» Try it
Make an exact copy of all the entries shown below.

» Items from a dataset
================
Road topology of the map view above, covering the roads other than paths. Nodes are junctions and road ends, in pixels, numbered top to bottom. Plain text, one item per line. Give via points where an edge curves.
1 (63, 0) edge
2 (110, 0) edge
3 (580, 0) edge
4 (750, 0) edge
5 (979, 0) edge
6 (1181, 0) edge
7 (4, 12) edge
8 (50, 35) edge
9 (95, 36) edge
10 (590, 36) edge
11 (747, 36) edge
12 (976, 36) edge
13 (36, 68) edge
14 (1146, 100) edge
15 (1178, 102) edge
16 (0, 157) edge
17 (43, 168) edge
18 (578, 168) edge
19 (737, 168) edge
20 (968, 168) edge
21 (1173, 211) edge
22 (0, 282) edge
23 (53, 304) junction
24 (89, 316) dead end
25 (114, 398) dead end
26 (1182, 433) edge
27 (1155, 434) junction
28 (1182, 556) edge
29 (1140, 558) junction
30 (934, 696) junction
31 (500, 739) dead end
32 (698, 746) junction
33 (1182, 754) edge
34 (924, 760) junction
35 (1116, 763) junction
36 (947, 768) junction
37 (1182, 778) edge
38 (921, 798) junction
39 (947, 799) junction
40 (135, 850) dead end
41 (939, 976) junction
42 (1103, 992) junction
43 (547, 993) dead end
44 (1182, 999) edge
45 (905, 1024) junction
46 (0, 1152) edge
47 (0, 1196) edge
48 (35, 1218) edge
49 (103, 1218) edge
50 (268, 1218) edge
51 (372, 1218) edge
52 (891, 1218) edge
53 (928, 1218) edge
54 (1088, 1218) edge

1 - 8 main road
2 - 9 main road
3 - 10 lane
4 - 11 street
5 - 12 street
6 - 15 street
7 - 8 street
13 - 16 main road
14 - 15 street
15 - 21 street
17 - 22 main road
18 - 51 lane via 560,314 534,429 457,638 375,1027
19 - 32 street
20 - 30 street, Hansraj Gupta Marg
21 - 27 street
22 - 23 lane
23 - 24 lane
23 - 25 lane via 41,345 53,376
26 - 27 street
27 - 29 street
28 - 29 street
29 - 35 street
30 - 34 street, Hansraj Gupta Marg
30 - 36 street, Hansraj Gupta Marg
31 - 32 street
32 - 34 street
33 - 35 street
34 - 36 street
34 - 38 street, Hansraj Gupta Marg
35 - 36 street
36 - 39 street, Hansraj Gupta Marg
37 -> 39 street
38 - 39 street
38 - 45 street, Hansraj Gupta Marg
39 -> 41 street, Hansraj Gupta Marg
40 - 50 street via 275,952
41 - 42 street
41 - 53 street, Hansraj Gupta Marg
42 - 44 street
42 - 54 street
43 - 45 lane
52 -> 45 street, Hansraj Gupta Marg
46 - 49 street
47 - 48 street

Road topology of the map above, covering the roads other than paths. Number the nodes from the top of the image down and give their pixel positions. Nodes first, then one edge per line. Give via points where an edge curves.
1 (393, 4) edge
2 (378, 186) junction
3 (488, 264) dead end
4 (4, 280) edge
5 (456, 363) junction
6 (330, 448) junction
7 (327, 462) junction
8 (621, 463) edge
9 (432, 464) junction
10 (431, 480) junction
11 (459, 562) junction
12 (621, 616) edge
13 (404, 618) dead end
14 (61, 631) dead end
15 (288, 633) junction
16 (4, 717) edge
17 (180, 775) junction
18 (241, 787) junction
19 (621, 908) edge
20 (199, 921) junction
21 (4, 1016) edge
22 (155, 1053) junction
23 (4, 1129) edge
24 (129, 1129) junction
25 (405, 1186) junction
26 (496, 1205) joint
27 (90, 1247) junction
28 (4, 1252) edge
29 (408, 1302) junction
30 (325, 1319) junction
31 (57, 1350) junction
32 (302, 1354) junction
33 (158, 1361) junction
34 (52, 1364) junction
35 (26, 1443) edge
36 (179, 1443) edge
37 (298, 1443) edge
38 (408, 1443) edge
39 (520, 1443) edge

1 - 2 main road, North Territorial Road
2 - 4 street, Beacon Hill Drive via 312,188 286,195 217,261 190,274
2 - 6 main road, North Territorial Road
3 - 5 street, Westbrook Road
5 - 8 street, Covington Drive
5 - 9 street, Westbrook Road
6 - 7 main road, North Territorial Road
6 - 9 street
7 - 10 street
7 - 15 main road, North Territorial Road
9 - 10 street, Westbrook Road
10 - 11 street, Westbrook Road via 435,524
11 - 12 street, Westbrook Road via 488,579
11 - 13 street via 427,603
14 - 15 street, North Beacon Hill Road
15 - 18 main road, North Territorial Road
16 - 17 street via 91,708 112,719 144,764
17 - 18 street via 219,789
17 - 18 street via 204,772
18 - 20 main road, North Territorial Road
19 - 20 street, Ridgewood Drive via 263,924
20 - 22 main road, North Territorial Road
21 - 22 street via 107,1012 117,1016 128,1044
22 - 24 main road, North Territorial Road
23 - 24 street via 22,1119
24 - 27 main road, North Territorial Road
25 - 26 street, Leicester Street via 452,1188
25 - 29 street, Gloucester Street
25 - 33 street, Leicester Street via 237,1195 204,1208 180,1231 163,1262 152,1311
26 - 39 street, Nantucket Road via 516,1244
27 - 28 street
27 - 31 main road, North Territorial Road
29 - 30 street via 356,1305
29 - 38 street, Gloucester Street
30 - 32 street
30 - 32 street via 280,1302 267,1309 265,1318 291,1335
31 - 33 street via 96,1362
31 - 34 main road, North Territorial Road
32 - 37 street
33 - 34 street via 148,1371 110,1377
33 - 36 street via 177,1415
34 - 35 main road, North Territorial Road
================
» Output
Road topology of the map view above, covering the roads other than paths. Nodes are junctions and road ends, in pixels, numbered top to bottom. Plain text, one item per line. Give via points where an edge curves.
1 (63, 0) edge
2 (110, 0) edge
3 (580, 0) edge
4 (750, 0) edge
5 (979, 0) edge
6 (1181, 0) edge
7 (4, 12) edge
8 (50, 35) edge
9 (95, 36) edge
10 (590, 36) edge
11 (747, 36) edge
12 (976, 36) edge
13 (36, 68) edge
14 (1146, 100) edge
15 (1178, 102) edge
16 (0, 157) edge
17 (43, 168) edge
18 (578, 168) edge
19 (737, 168) edge
20 (968, 168) edge
21 (1173, 211) edge
22 (0, 282) edge
23 (53, 304) junction
24 (89, 316) dead end
25 (114, 398) dead end
26 (1182, 433) edge
27 (1155, 434) junction
28 (1182, 556) edge
29 (1140, 558) junction
30 (934, 696) junction
31 (500, 739) dead end
32 (698, 746) junction
33 (1182, 754) edge
34 (924, 760) junction
35 (1116, 763) junction
36 (947, 768) junction
37 (1182, 778) edge
38 (921, 798) junction
39 (947, 799) junction
40 (135, 850) dead end
41 (939, 976) junction
42 (1103, 992) junction
43 (547, 993) dead end
44 (1182, 999) edge
45 (905, 1024) junction
46 (0, 1152) edge
47 (0, 1196) edge
48 (35, 1218) edge
49 (103, 1218) edge
50 (268, 1218) edge
51 (372, 1218) edge
52 (891, 1218) edge
53 (928, 1218) edge
54 (1088, 1218) edge

1 - 8 main road
2 - 9 main road
3 - 10 lane
4 - 11 street
5 - 12 street
6 - 15 street
7 - 8 street
13 - 16 main road
14 - 15 street
15 - 21 street
17 - 22 main road
18 - 51 lane via 560,314 534,429 457,638 375,1027
19 - 32 street
20 - 30 street, Hansraj Gupta Marg
21 - 27 street
22 - 23 lane
23 - 24 lane
23 - 25 lane via 41,345 53,376
26 - 27 street
27 - 29 street
28 - 29 street
29 - 35 street
30 - 34 street, Hansraj Gupta Marg
30 - 36 street, Hansraj Gupta Marg
31 - 32 street
32 - 34 street
33 - 35 street
34 - 36 street
34 - 38 street, Hansraj Gupta Marg
35 - 36 street
36 - 39 street, Hansraj Gupta Marg
37 -> 39 street
38 - 39 street
38 - 45 street, Hansraj Gupta Marg
39 -> 41 street, Hansraj Gupta Marg
40 - 50 street via 275,952
41 - 42 street
41 - 53 street, Hansraj Gupta Marg
42 - 44 street
42 - 54 street
43 - 45 lane
52 -> 45 street, Hansraj Gupta Marg
46 - 49 street
47 - 48 street

Road topology of the map above, covering the roads other than paths. Number the nodes from the top of the image down and give their pixel positions. Nodes first, then one edge per line. Give via points where an edge curves.
1 (393, 4) edge
2 (378, 186) junction
3 (488, 264) dead end
4 (4, 280) edge
5 (456, 363) junction
6 (330, 448) junction
7 (327, 462) junction
8 (621, 463) edge
9 (432, 464) junction
10 (431, 480) junction
11 (459, 562) junction
12 (621, 616) edge
13 (404, 618) dead end
14 (61, 631) dead end
15 (288, 633) junction
16 (4, 717) edge
17 (180, 775) junction
18 (241, 787) junction
19 (621, 908) edge
20 (199, 921) junction
21 (4, 1016) edge
22 (155, 1053) junction
23 (4, 1129) edge
24 (129, 1129) junction
25 (405, 1186) junction
26 (496, 1205) joint
27 (90, 1247) junction
28 (4, 1252) edge
29 (408, 1302) junction
30 (325, 1319) junction
31 (57, 1350) junction
32 (302, 1354) junction
33 (158, 1361) junction
34 (52, 1364) junction
35 (26, 1443) edge
36 (179, 1443) edge
37 (298, 1443) edge
38 (408, 1443) edge
39 (520, 1443) edge

1 - 2 main road, North Territorial Road
2 - 4 street, Beacon Hill Drive via 312,188 286,195 217,261 190,274
2 - 6 main road, North Territorial Road
3 - 5 street, Westbrook Road
5 - 8 street, Covington Drive
5 - 9 street, Westbrook Road
6 - 7 main road, North Territorial Road
6 - 9 street
7 - 10 street
7 - 15 main road, North Territorial Road
9 - 10 street, Westbrook Road
10 - 11 street, Westbrook Road via 435,524
11 - 12 street, Westbrook Road via 488,579
11 - 13 street via 427,603
14 - 15 street, North Beacon Hill Road
15 - 18 main road, North Territorial Road
16 - 17 street via 91,708 112,719 144,764
17 - 18 street via 219,789
17 - 18 street via 204,772
18 - 20 main road, North Territorial Road
19 - 20 street, Ridgewood Drive via 263,924
20 - 22 main road, North Territorial Road
21 - 22 street via 107,1012 117,1016 128,1044
22 - 24 main road, North Territorial Road
23 - 24 street via 22,1119
24 - 27 main road, North Territorial Road
25 - 26 street, Leicester Street via 452,1188
25 - 29 street, Gloucester Street
25 - 33 street, Leicester Street via 237,1195 204,1208 180,1231 163,1262 152,1311
26 - 39 street, Nantucket Road via 516,1244
27 - 28 street
27 - 31 main road, North Territorial Road
29 - 30 street via 356,1305
29 - 38 street, Gloucester Street
30 - 32 street
30 - 32 street via 280,1302 267,1309 265,1318 291,1335
31 - 33 street via 96,1362
31 - 34 main road, North Territorial Road
32 - 37 street
33 - 34 street via 148,1371 110,1377
33 - 36 street via 177,1415
34 - 35 main road, North Territorial Road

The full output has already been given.